Master’s Thesis Presentation • Software Engineering • Code Generation and Testing in the Era of AI-Native Software Engineering

Monday, January 13, 2025 11:30 am - 12:30 pm EST (GMT -05:00)

Please note: This master’s thesis presentation will take place in DC 3317 and online.

Noble Saji Mathews, Master’s candidate
David R. Cheriton School of Computer Science

Supervisor: Professor Mei Nagappan

Large Language Models (LLMs) like GPT-4 and Llama 3 are transforming software development by automating code generation and test case creation. This thesis investigates two pivotal aspects of LLM-assisted development: the integration of Test-Driven Development (TDD) principles into code generation workflows and the limitations of LLM-based test-generation tools in detecting bugs.

LLMs have demonstrated significant capabilities in generating code snippets directly from problem statements. This increasingly automated process mirrors traditional human-led software development, where code is often written in response to a requirement. Historically, Test-Driven Development (TDD) has proven its merit, requiring developers to write tests before the functional code, ensuring alignment with the initial problem statements. We investigate if and how TDD can be incorporated into AI-assisted code-generation processes. We experimentally evaluate our hypothesis that providing LLMs with tests in addition to the problem statements enhances code generation outcomes.
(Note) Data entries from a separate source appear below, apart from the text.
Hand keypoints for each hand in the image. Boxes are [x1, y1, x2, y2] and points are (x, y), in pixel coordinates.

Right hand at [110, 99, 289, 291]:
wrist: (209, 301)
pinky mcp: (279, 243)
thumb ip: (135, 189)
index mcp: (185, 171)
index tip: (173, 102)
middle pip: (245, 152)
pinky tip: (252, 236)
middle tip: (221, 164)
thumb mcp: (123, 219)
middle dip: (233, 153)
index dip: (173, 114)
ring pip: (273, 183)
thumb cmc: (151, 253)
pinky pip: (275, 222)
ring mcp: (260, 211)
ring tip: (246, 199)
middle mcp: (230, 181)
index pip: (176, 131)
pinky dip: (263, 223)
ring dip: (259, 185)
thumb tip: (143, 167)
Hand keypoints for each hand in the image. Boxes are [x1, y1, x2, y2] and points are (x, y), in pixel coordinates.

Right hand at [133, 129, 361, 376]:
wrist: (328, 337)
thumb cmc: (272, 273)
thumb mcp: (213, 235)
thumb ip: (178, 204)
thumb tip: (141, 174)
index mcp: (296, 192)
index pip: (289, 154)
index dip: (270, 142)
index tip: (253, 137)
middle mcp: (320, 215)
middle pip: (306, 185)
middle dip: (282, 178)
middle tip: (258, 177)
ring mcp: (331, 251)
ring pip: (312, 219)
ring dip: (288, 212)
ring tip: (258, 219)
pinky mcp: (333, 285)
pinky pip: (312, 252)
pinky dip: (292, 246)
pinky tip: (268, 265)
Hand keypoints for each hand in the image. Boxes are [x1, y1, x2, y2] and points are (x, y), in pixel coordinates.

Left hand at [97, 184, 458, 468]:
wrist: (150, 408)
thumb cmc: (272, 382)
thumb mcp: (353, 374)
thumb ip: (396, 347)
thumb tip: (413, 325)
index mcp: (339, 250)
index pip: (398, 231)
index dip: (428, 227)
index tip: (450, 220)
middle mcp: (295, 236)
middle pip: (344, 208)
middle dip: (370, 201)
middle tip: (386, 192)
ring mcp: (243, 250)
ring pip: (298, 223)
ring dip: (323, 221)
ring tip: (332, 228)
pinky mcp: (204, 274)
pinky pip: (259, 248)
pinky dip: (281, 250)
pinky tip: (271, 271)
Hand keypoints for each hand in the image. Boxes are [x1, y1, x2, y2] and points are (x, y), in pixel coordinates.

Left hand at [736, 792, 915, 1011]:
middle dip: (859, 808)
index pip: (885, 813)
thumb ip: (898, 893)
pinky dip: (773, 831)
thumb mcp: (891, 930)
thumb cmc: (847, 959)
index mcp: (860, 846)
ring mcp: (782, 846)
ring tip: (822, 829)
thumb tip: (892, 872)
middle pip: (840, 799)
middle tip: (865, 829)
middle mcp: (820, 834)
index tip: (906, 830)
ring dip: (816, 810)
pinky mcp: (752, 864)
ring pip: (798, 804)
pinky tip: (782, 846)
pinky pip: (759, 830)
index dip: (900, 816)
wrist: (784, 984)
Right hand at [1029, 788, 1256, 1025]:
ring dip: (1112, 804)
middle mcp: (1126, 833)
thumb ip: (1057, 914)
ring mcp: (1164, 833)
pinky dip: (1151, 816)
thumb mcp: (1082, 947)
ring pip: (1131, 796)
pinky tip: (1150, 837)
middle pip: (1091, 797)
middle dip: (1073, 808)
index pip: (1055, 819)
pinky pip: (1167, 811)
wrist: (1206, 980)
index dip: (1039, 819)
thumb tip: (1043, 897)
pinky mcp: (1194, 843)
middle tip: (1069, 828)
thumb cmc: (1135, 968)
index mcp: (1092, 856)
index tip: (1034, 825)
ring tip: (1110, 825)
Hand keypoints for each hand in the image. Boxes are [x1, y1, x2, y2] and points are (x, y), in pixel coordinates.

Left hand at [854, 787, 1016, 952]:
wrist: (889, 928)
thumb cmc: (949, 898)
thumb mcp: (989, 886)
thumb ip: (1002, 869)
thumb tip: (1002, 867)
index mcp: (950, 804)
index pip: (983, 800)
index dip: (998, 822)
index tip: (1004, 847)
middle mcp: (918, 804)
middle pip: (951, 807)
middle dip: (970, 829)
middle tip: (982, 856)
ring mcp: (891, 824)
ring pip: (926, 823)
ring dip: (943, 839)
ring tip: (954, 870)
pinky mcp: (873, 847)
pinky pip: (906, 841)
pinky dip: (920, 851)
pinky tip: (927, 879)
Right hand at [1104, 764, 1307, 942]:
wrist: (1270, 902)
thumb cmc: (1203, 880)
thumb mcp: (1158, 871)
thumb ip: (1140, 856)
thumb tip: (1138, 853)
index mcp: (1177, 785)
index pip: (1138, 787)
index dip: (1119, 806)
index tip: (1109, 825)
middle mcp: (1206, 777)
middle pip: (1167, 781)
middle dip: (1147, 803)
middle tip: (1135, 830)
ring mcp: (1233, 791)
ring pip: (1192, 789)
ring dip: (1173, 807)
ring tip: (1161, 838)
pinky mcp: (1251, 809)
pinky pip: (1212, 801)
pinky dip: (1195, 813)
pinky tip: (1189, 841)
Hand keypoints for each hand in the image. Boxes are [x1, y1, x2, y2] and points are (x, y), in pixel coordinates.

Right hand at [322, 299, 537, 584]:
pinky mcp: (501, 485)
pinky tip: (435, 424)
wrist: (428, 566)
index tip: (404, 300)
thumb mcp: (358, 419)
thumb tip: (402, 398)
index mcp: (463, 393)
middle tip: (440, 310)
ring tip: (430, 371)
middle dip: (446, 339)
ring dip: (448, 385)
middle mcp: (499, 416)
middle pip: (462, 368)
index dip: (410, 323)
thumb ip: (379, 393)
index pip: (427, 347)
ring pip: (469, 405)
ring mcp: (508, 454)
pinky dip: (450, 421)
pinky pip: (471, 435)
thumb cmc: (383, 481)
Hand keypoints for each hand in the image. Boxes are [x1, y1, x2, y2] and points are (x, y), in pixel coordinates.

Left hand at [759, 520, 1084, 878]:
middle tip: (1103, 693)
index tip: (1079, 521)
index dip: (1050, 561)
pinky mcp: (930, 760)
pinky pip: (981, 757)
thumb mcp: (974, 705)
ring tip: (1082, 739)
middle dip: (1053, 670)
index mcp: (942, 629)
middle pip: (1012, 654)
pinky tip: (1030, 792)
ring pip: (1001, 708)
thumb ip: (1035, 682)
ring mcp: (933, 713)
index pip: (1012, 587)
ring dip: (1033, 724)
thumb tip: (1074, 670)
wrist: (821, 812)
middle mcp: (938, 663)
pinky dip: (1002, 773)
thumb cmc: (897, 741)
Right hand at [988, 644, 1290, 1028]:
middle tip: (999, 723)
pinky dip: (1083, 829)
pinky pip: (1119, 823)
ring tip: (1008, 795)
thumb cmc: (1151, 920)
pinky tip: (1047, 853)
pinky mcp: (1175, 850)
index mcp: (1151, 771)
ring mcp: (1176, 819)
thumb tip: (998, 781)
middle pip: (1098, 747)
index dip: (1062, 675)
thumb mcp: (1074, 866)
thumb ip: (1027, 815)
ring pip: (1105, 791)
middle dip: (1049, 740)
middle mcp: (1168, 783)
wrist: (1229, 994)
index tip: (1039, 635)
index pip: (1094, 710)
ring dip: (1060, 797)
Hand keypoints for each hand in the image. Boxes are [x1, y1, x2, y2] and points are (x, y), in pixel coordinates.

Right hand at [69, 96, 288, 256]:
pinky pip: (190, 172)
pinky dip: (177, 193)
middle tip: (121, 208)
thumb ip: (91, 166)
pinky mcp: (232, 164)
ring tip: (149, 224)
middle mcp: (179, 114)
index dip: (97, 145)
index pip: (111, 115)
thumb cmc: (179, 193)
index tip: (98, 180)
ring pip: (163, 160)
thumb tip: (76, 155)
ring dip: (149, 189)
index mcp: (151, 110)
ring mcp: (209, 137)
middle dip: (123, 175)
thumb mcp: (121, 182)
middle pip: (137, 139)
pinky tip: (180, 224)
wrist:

Our results consistently demonstrate that including test cases leads to higher success in solving programming challenges.

As we progress toward AI-native software engineering, a logical follow-up question arises: Why not allow LLMs to generate these tests as well? An increasing amount of research and commercial tools now focus on automated test case generation using LLMs. However, a concerning trend is that these tools often generate tests by inferring requirements from code. Using real human-written buggy code as input, we evaluate these tools, showing how LLM-generated tests can fail to detect bugs and, more alarmingly, how their design can worsen the situation by validating bugs in the generated test suite and rejecting bug-revealing tests.

Together, these studies provide critical insights into the promise and pitfalls of integrating LLMs into software development processes, offering guidelines for improving their reliability and impact on software quality.


To attend this master’ thesis presentation in person, please go to DC 3317. You can also attend virtually on Zoom.